To avoid confusing procedure-related wall changes with pathologic changes relating to inflammatory vasculopathy, we separately evaluated for the presence of arterial vessel wall enhancement in vascular segments where endovascular techniques such as balloon- or stent-assisted coiling or flow-diverting stent placement were deployed. We found significant associations between wall enhancement and the affected arterial segments, findings similar to those in a prior study in which stent retriever devices were used for mechanical thrombectomy.16 Considering this association, careful assessment of the procedure performed should be taken into account when reviewing IVWM studies, and arterial segments in which these techniques were used should not be considered for the subsequent development of vasospasm.

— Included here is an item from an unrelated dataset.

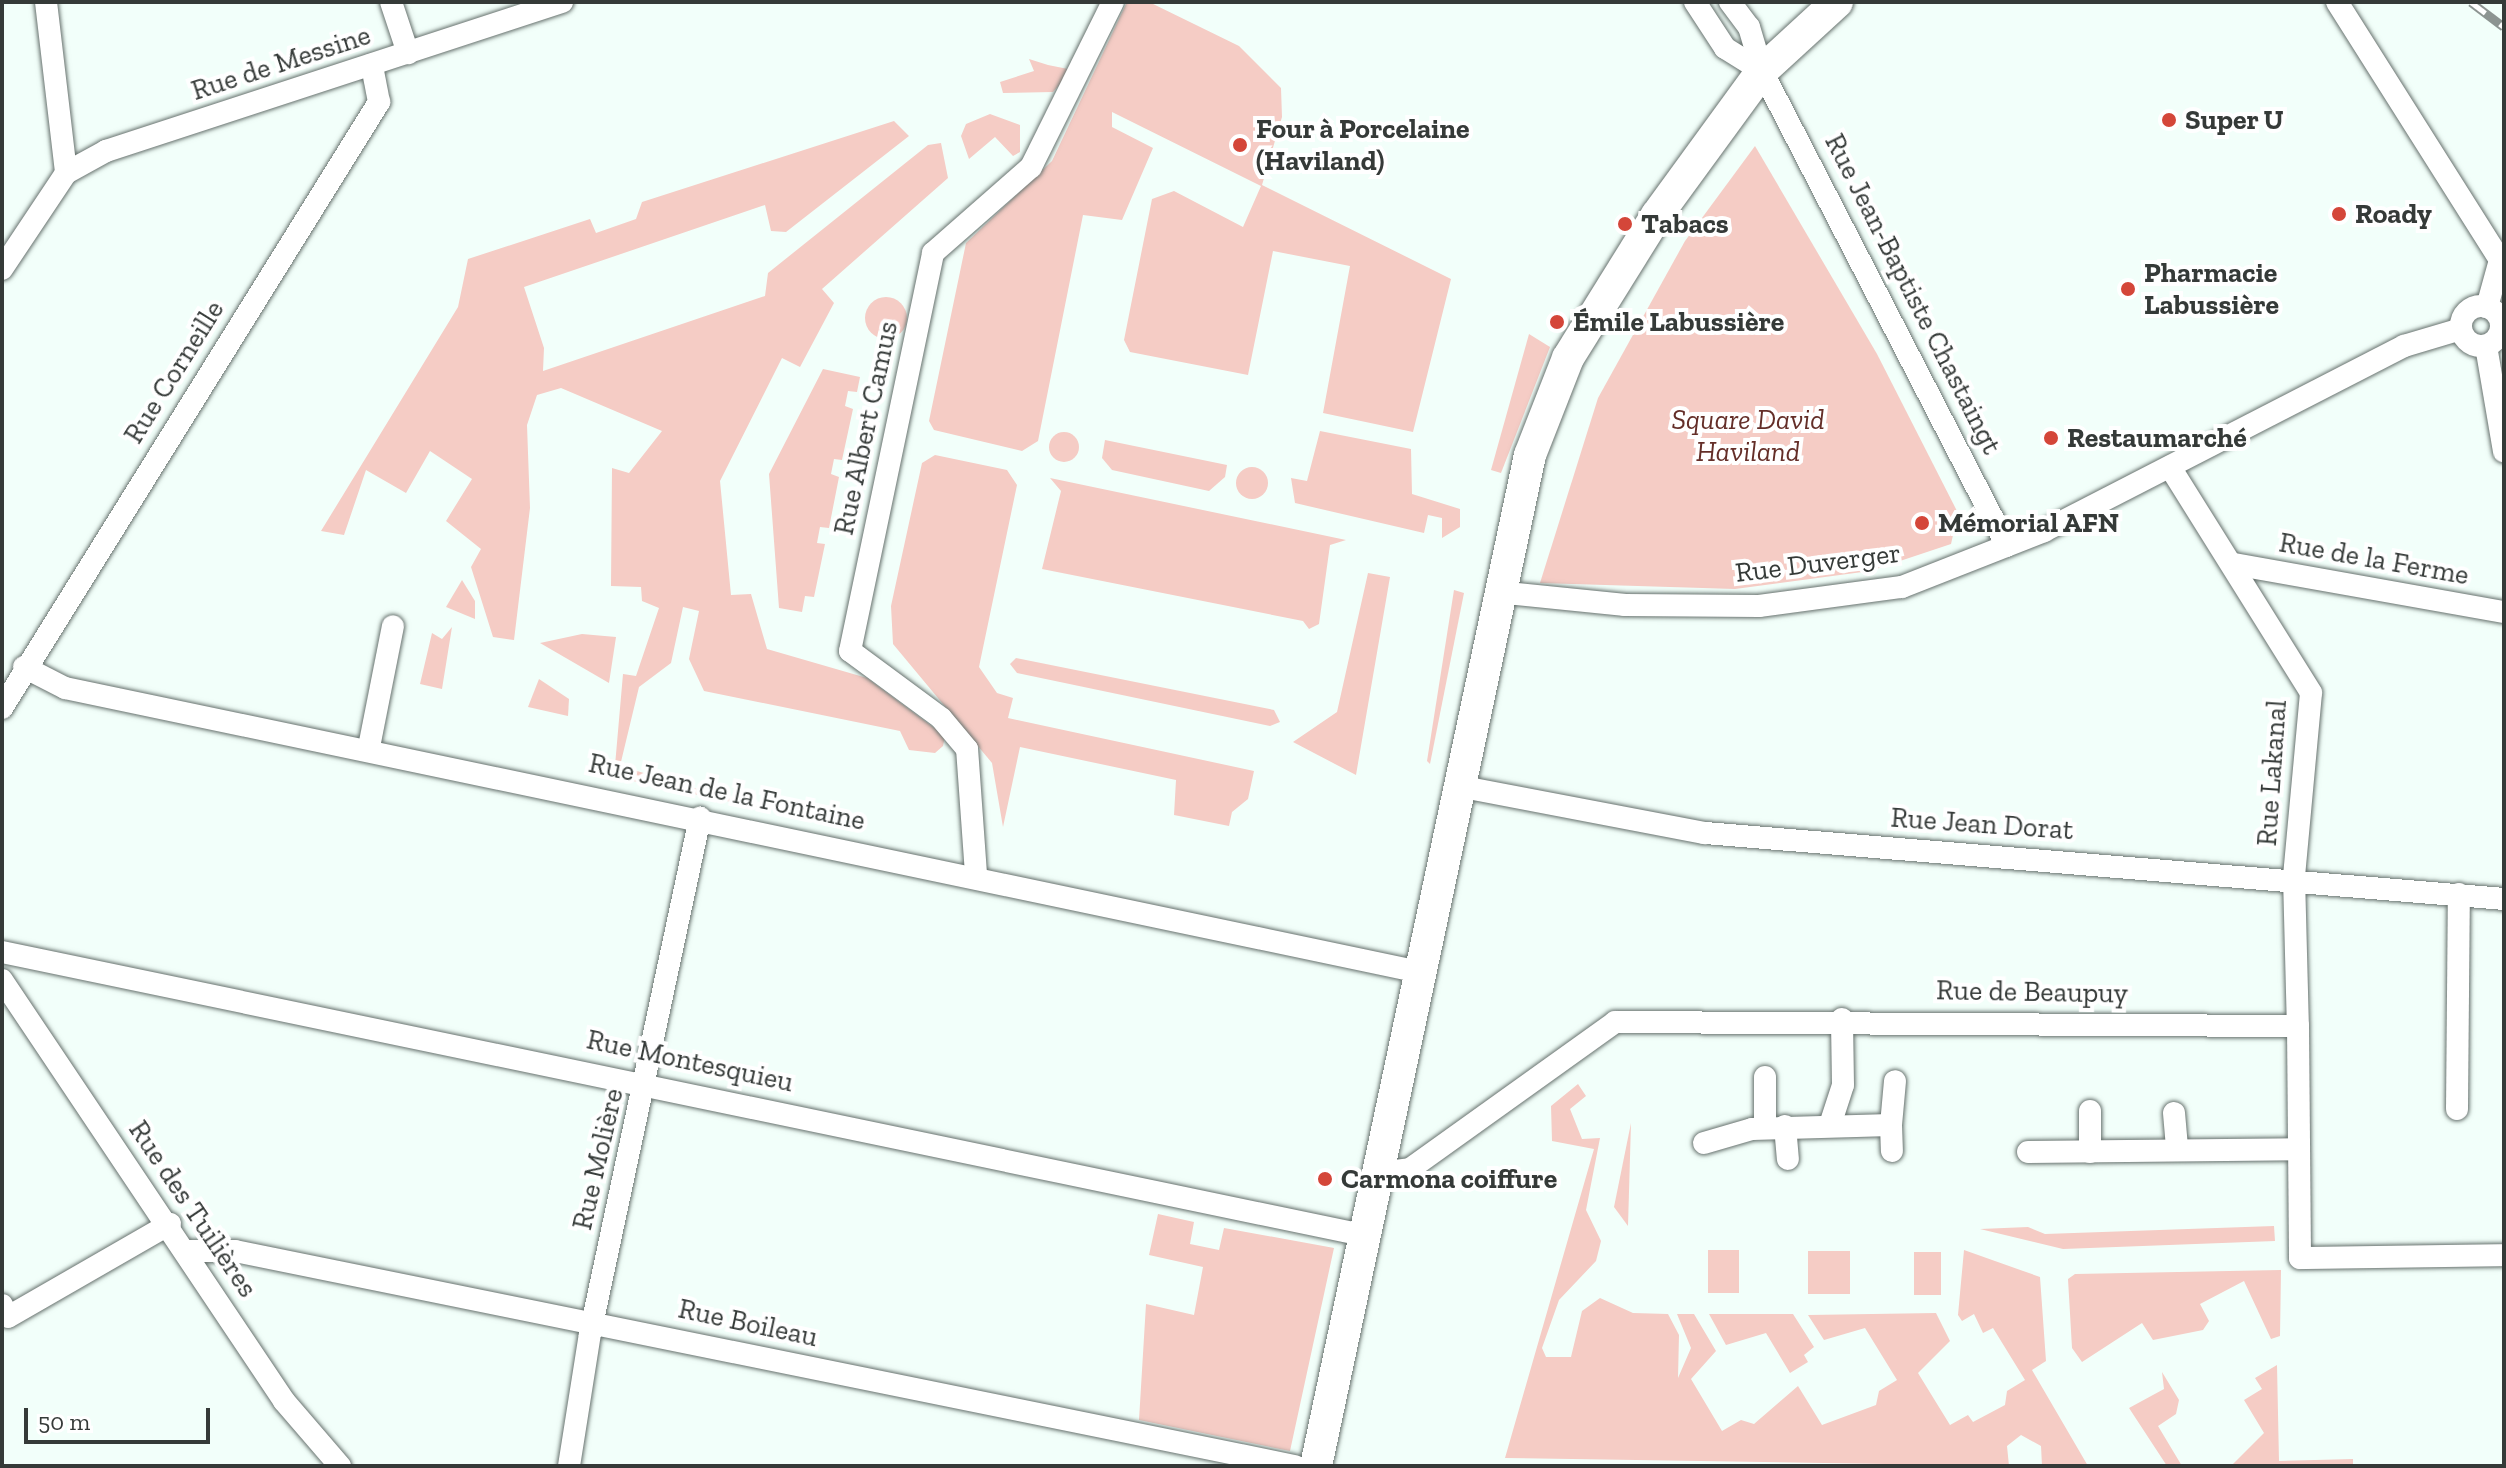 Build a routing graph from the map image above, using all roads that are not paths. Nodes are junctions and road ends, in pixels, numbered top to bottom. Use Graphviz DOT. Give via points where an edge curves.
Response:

There are several limitations of the current study. First, the time interval between treatment and imaging was heterogeneous, especially in patients with ruptured aneurysms due to patient stability immediately posttreatment. However, the majority of IVWM studies took place before the typical onset of vasospasm; only 4 of 30 scans were obtained 5 or more days after ictus, and adjusting for the time interval had little effect on the results. Second, the current study addresses angiographic vasospasm and not symptomatic vasospasm or DCI primarily, as the patient population was small and the number of DCI cases was limited for statistical analysis. With larger studies, better evaluation of the correlation between wall enhancement and the development of symptomatic vasospasm or infarct will be possible. Finally, the imaging protocol was not completely consistent throughout the study due to system upgrades. However, this resulted only in the addition of 3D T1-weighted IVWM sequences.
Conclusions
IVWM wall enhancement preliminarily shows a significant association with subsequent development of angiographic vasospasm on a per–arterial segment basis. With further study, IVWM wall enhancement may prove to be an additional marker for vasospasm that could also track treatment response and provide a new therapeutic target.
Acknowledgments
Dr. Mossa-Basha and Mr. Hippe received research support from the NIH grant nos. R56 NS092207 01 and R01 NS092207 01A1.
ABBREVIATIONS
- ACA
anterior cerebral artery
- aSAH
aneurysmal SAH
- DCI
delayed cerebral ischemia
- GEE
generalized estimating equations
- ICA
internal carotid artery
- IVWM
intracranial vessel wall MRI
- MCA
middle cerebral artery
- SAH
subarachnoid hemorrhage
- SPACE
sampling perfection with application of optimized contrast enhancement
- TCD
transcranial Doppler
Footnotes
Disclosures
Mr. Hippe: research grants for statistical work on other projects from GE Healthcare, Philips Healthcare, Toshiba America Medical Systems, and Siemens Medical Solutions USA.
Supplemental Information
Previous Presentations
Portions of this work were presented at the ASNR 55th Annual Meeting, Long Beach, California, April 26, 2017.